THE Diary’s recent mention of top toper WC Fields prompts Kilbirnie reader Russell Smith to recall this little culinary gem from the great man: “I cook with wine. Sometimes I even add it to the food.”

Jurassic plonk

SPEAKING of el vino, Uddingston reader Tom Bain tells us of the wine list encountered at a hotel in Guernsey, which had all the usual tasting notes for whites – gooseberry flavours, citrus fruits, etc – but a more unusual one at the end, on a Gavi di Gavi from Italy: “There is a wonderful lift of elderberry flowers, and like a baby Chablis it reeks of salty fossils that come to life with a lick.”

Tom wonders if any Diary readers, preferably qualified palaeontologists, could enlighten us on “the unique effect on the taste buds of licking salty fossils”.

Taking the p

READER John B. Henderson is unimpressed with Chancellor Sajid David’s plan to flood the economy with 50p Brexit coins. “The bad news for the new Chancellor is that, with sterling in Brexit free-fall, by the time they hit the tills they’ll only be worth 40p.”


MILNGAVIE reader Robin Gilmour tells of a pal who’d just returned from a week’s golf in Bulgaria. When the pal and his three golfing amigos sat down for dinner, the following, highly unexpected exchange took place.

Seemingly grumpy waiter: “Where you from?”

Golfer: “We’re from Glasgow, chief. These three are big Celtic fans and I support the famous Glasgow Rangers.”

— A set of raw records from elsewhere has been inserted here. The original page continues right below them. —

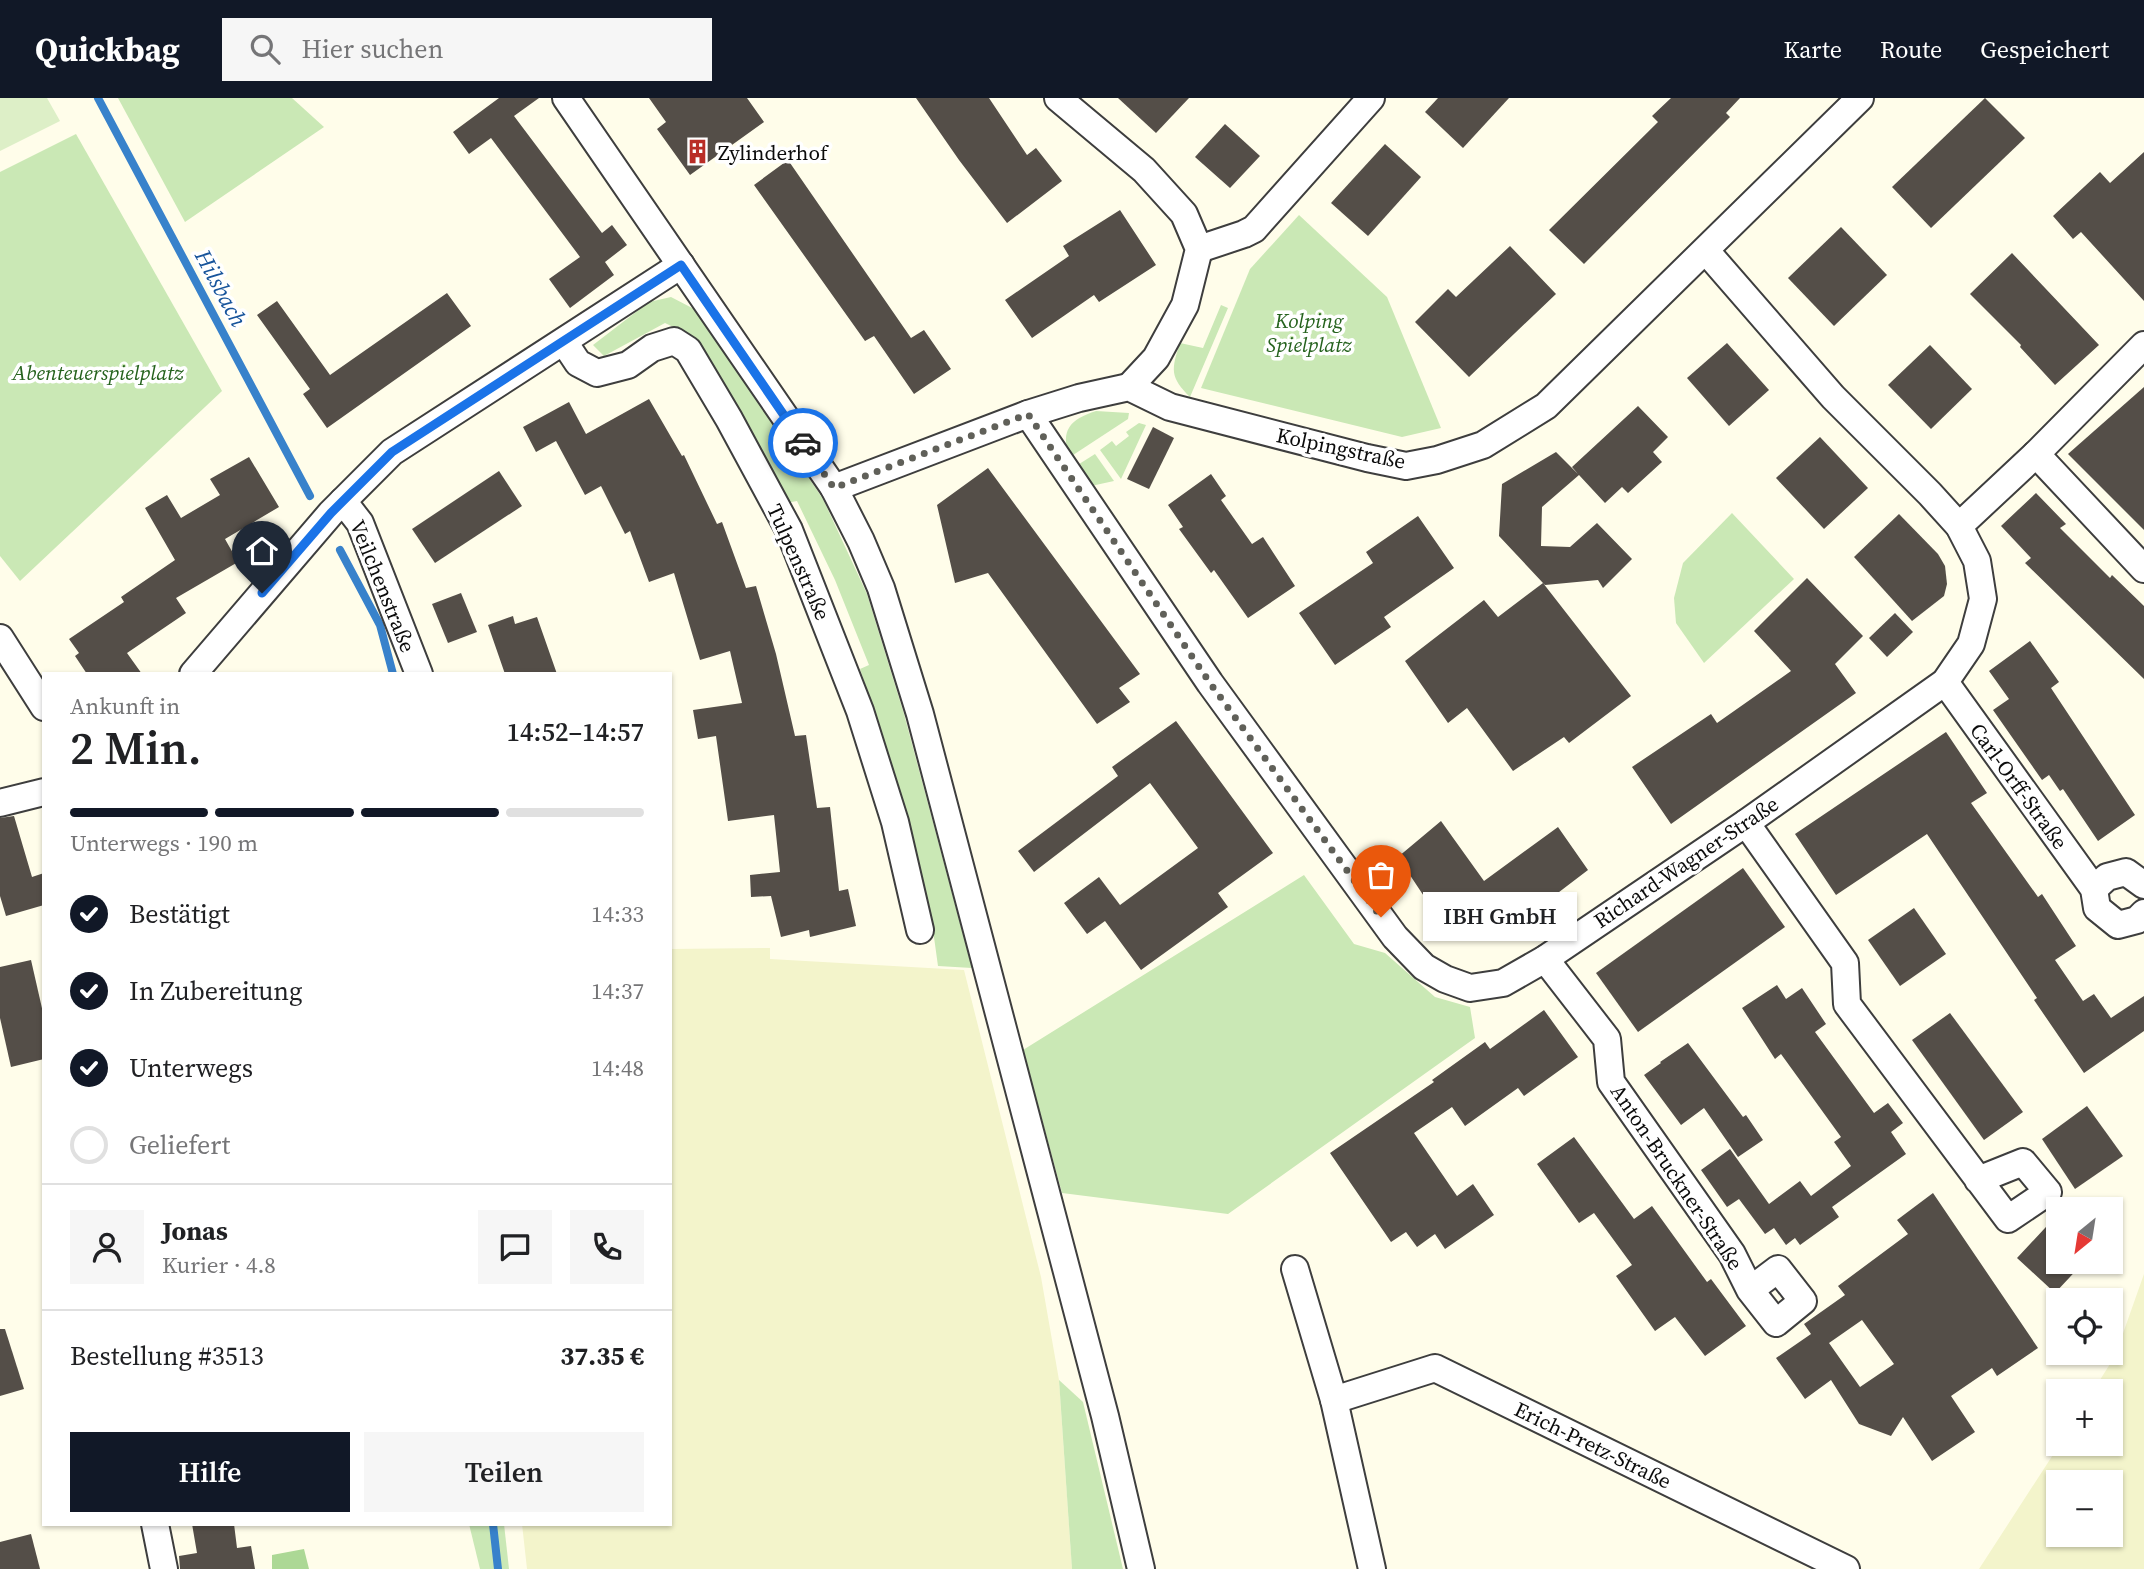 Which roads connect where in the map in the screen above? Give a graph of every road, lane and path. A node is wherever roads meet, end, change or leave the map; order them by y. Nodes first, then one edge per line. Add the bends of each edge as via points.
1 (566, 98) edge
2 (1058, 98) edge
3 (1371, 98) edge
4 (1860, 98) edge
5 (1199, 249) junction
6 (1706, 251) junction
7 (681, 265) junction
8 (564, 342) junction
9 (2144, 345) edge
10 (1129, 387) junction
11 (1028, 414) junction
12 (2036, 454) junction
13 (834, 488) junction
14 (343, 501) junction
15 (1959, 526) junction
16 (2144, 569) edge
17 (0, 638) edge
18 (195, 672) edge
19 (418, 672) edge
20 (1945, 682) junction
21 (42, 704) edge
22 (42, 792) edge
23 (0, 803) edge
24 (1746, 823) junction
25 (2144, 886) edge
26 (2094, 889) junction
27 (2144, 913) edge
28 (920, 930) dead end
29 (1545, 959) junction
30 (1978, 1180) dead end
31 (1295, 1269) dead end
32 (1751, 1290) dead end
33 (1334, 1400) junction
34 (156, 1526) edge
35 (164, 1569) edge
36 (1141, 1569) edge
37 (1372, 1569) edge
38 (1846, 1569) edge

1 - 7 street
2 - 5 street via 1144,170 1184,214
3 - 5 street via 1254,229
4 - 6 street, Kolpingstraße
5 - 10 street via 1185,305 1156,358
6 - 10 street, Kolpingstraße via 1546,406 1483,445 1437,460 1406,466 1367,458 1170,407
6 - 15 street, Richard-Wagner-Straße via 1833,397
7 - 8 street
7 - 13 street
8 - 14 street via 392,452
8 - 28 street, Tulpenstraße via 578,363 597,373 628,365 652,348 674,341 688,351 789,530 814,590 860,710 895,821
9 - 12 street
10 - 11 street
11 - 13 street
11 - 29 street, Richard-Wagner-Straße via 1210,683 1395,937 1424,967 1470,988 1503,983
12 - 15 street
12 - 16 street
13 - 36 street via 881,588 920,714
14 - 18 street
14 - 19 street, Veilchenstraße via 360,523
15 - 20 street, Richard-Wagner-Straße via 1977,561 1983,599 1971,644
17 - 21 street
20 - 24 street, Richard-Wagner-Straße
20 - 26 street, Carl-Orff-Straße
22 - 23 street
24 - 29 street, Richard-Wagner-Straße
24 - 30 street via 1845,963 1847,1004
25 - 26 street via 2126,872 2107,877
26 - 27 street, Carl-Orff-Straße via 2097,908 2118,925
29 - 32 street, Anton-Bruckner-Straße via 1607,1039 1611,1082 1732,1254
31 - 33 street
33 - 37 street
33 - 38 street, Erich-Pretz-Straße via 1435,1368
34 - 35 street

Grumpy waiter, suddenly grinning and offering an extended hand of friendship: “Rangers! No surrender, eh?” Robin’s pal said it made his holiday. We’re sure his Celtic buddies believe it was all a set-up.

Ciamar a what now?

A MULTI-LINGUAL reader in Lanarkshire writes: “Stream of incoming phone calls – double glazing, recent car accident, alleged computer problems, intrusive surveys etc causing repeated annoyance has motivated a Gaelic Speaker in Lanarkshire [himself, don’t you know?] to answer only in Gaelic. To the con person it is obviously a language – but they don't understand a word. Takes about 12 seconds and a couple of responses for them to hang up.” Another good reason to learn Gaelic, folks.